Kirchzarten / Freiburg

 

 

„Ein Trauma ist die am meisten vermiedene,

ignorierte, verleugnete, missverstandene und

unbehandelte Ursache menschlichen Leidens“

(Peter A. Levine)

 

Konzept, Inhalte und Ziele der Weiterbildung

Die Weiterbildung bietet ein integratives Konzept unterschiedlicher psychologischer Richtungen der Psychotraumatologie. Im Rahmen der Weiterbildung werden Sie:

  • Ausgewählte Methoden der Arbeit mit (bzw. Verarbeitung von) Traumen kennen lernen.
  • Eine intensive Erarbeitung der individuellen Bedeutung traumatischen Erlebens, die sich daraus entwickelnden Trauma-Folgestörungen sowie praxiserprobte Methoden der Trauma-Heilung aus unterschiedlichen Schulen kennen lernen. Die ausgewählten Methoden sind sowohl effektiv als auch universell in Beratung, Therapie und Pädagogik einsetzbar.
  • Theorien und vielfältige praxisbezogenen Übungen begleitend erfahren, so dass Sie die Inhalte des Rahmenplans ganzheitlich verstehen können. 
  • Über das Konzept der positiven Erwachsenenbildung - insbesondere über die ganzheitliche, d.h.  die leibliche, kreative, geistige und emotionale Erarbeitung – werden die Inhalte der Weiterbildung gut integriert, so dass diese optimal im beruflichen Kontext jedoch auch als Selbsthilfe-Schemata angewendet werden können. Zu diesem Konzept gehört auch der in alle Seminare integrierte Anteil der Selbsterfahrung.
  • Praxisseminar: Es findet ein ausgesuchtes Praxis-Theorie-Seminar in der Einrichtung der Kinder- und Jugendhilfe "timeout" (Nessellache bei Kirchzarten) statt. Der erste Tag wird gestaltet von der Erziehungsleiterin der Einrichtung Katrin Veigel-Götte. Die Praxis der Arbeit mit traumatisierten Kindern und Jugendlichen steht hier im Vordergrund. Am 2. Tag wollen wir die Grundlagen der allgemein üblichen theoretischen Konzepte dazu befragen und reflektieren. 

 

 Traumata

Was ist ein Trauma ? Kurzer Überblick:

In den Konzepten zum Trauma und zur Arbeit mit Traumatisierungen gibt es unterschiedliche Ideen und Herangehensweisen.

Die Frage, was ein Trauma ist bzw. wodurch es entsteht, welche Auswirkungen es hat und welche Folgestörungen entstehen können wurde in den 50er Jahren erneut diskutiert.
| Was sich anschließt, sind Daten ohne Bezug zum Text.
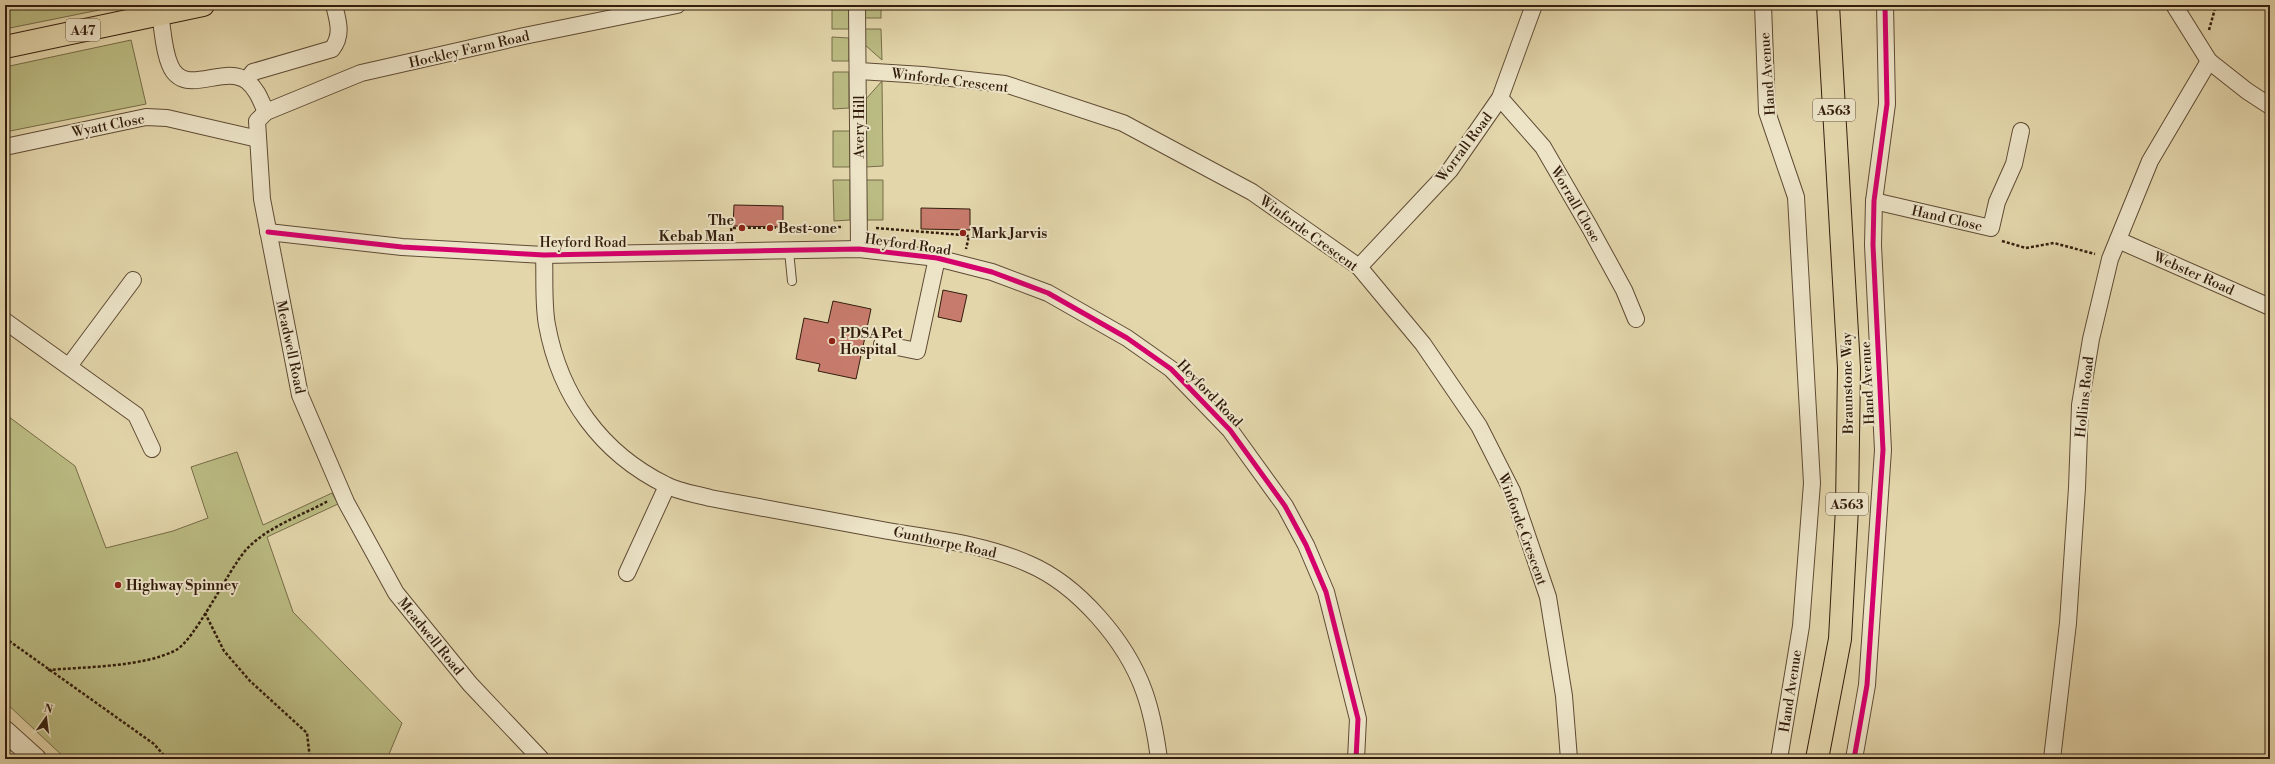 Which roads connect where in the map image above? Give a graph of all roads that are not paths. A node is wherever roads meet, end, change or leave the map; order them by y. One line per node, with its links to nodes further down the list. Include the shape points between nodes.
1 (203, 5): 10 (main road, A47)
2 (334, 5): 14 (street, via 339,36 332,49 253,72)
3 (676, 5): 17 (street, Hockley Farm Road, via 524,36 361,74)
4 (857, 5): 13 (street, Avery Hill)
5 (1534, 5): 15 (street, Worrall Road)
6 (1763, 5): 45 (street, Hand Avenue, via 1767,112 1796,197 1812,483 1801,626)
7 (1828, 5): 46 (main road, Braunstone Way / A563, via 1849,368 1847,508 1840,639)
8 (1885, 5): 21 (street, Hand Avenue, via 1887,104)
9 (2174, 5): 12 (street)
10 (160, 14): 11 (main road, A47); 14 (street, via 167,56 175,73 193,81 230,75)
11 (5, 47)
12 (2209, 61): 16 (street); 23 (street, Hollins Road, via 2150,161)
13 (859, 71): 24 (street, Avery Hill); 28 (street, Winforde Crescent, via 922,74 1005,84 1123,123 1252,192)
14 (247, 80): 17 (street, via 258,94)
15 (1500, 98): 28 (street, Worrall Road, via 1450,170); 32 (street, Worrall Close, via 1543,147 1609,262)
16 (2270, 106)
17 (266, 112): 19 (street, Meadwell Road, via 257,121)
18 (2021, 131): 21 (street, Hand Close, via 2014,164 1997,202 1992,228)
19 (258, 139): 20 (street, Wyatt Close, via 167,118 146,116); 22 (street, Meadwell Road, via 262,199)
20 (5, 147)
21 (1874, 202): 47 (street, Hand Avenue, via 1873,245 1882,450 1867,686)
22 (268, 232): 26 (street, Heyford Road, via 402,247); 41 (street, Meadwell Road, via 300,395 343,495 396,593 470,684)
23 (2118, 240): 31 (street, Webster Road); 48 (street, Hollins Road, via 2110,259 2091,339 2080,405 2068,623)
24 (859, 249): 25 (street, Heyford Road); 27 (street, Heyford Road)
25 (789, 251): 26 (street, Heyford Road); 30 (lane)
26 (544, 255): 37 (street, Gunthorpe Road, via 547,324 554,356 569,393 591,426 627,462)
27 (937, 258): 34 (street, via 917,351); 43 (street, Heyford Road, via 992,272 1048,293 1090,316 1171,369 1230,430 1285,506 1306,545 1326,592 1358,719)
28 (1359, 267): 44 (street, Winforde Crescent, via 1432,356 1479,426 1512,491 1548,597 1564,696)
29 (133, 280): 35 (street)
30 (792, 281)
31 (2270, 306)
32 (1636, 319)
33 (5, 321): 35 (street)
34 (882, 344)
35 (69, 366): 36 (street, via 136,415)
36 (152, 449)
37 (667, 486): 38 (street); 42 (street, Gunthorpe Road, via 710,498 985,548 1030,564 1064,584 1094,612 1123,649 1144,690 1155,731)
38 (627, 573)
39 (5, 731): 40 (street)
40 (36, 759)
41 (541, 759)
42 (1159, 759)
43 (1356, 759)
44 (1569, 759)
45 (1779, 759)
46 (1817, 759)
47 (1854, 759)
48 (2052, 759)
Ausgelöst wurde die Diskussion und Forschung durch die Rückkehr der Vietnamsoldaten nach Amerika. Die Erlebnisse und Folgeerscheinungen der oft extrem traumatisierten Soldaten bzw.  Vietnamveteranen eröffneten einen neuen Blick darauf, wie in der Folge von einschneidenden Erlebnissen (traumatisches Erleben) im späteren Leben sich Katastrophen, Leid, Verzerrungen, Suizidtendenzen, Wiederholungszwängen, Krankheiten und andere leidvolle Zuständen entwickeln - wie sich ein anderes (Er-) Leben nach dem Trauma’ freisetzen kann.

 

In der Traumaforschung wird unterschieden zwischen biografisch erlebten Traumata bei Erwachsenen und Kindern (traumatische Erfahrungen selber erlebt oder gesehen haben) und systemisch-generationsübergreifenden traumatischen Ereignissen (traumatische Ereignisse in einer früheren Generation und deren Auswirkungen auf spätere Generationen). Sowohl das biografische Trauma als auch das systemische Trauma bedeuten für Menschen oft sehr leidvolle Folgen, sofern sie unbewältigt bleiben. 

 

Biografische Traumata können verstanden werden als das hilflose Erleben von (aktiver oder subtiler) Gewalt, zum Beispiel Gewalterfahrungen in der eigenen Familie, Opfer von Missbrauch und sexueller Gewalt, Überfälle, das Erleben von Gewalt gegen andere Menschen, aber auch der plötzliche Tod bei wichtigen anderen Menschen in der Familie, Tod von Kindern, lang andauernde Arbeitslosigkeit, Verlust eines Elternteils durch Scheidung oder Tod, Übergriffe von Bezugspersonen in Kindergarten und Schule oder von stärkeren älteren Kindern, das Erleben eines Ausschlusses in der Familie.... Im Seminar werden ausgewählte Methoden der Arbeit mit ( beziehungsweise Verarbeitung von ) Traumata und Trauma-Folgestörungen vorgestellt und mit den Teilnehmenden erarbeitet.

 

Systemisch-generationsübergreifende Traumata bedeutet die ‚Weitergabe von traumatischen Ereignissen’. Kriegstraumen in der Eltern und Großelterngeneration werden zum Beispiel diesen „Systemischen Traumata“ zugerechnet die – unbearbeitet und ungelöst – an die Folgegenerationen weitergegeben werden. Die sogenannte Weitergabe geschieht unbewusst und führt zu Leid, Lebensunsicherheit, psychosomatischen Symptomen, Verstrickungen, dem Wiederbeleben von Opfer- und Täterenergien, dem Verhaftet-Sein in traumatischen Gefühlszuständen von Überflutung oder aber emotionaler Leere etc.  (diese Folgen werden zur Zeit literarisch beschrieben in Werken wie „Die Kinder der Kriegskinder“, Kriegsenkel“ u.a.). Im Rahmen der Weiterbildung wird dieses Thema in einem 2-Tage-Seminar erarbeitet.

 

Die Bewältigung von systemischen oder biografisch begründeten Traumen erfordern teilweise unterschiedliche Methoden der Diagnostik, Beratung und Begleitung. In der Weiterbildung wird in jedem Seminar eine erprobte Methode aus der Trauma-Therapie vorgestellt und eingeübt: die Psychodynamisch Imaginative Therapie (PITT), das „ Somatic-Experience“,  das „Focusing“, das Konzept des „traumatic stress“ (Bessel van der Kolk), ‚Transgenerationale Traumata’ (Marlies Warncke).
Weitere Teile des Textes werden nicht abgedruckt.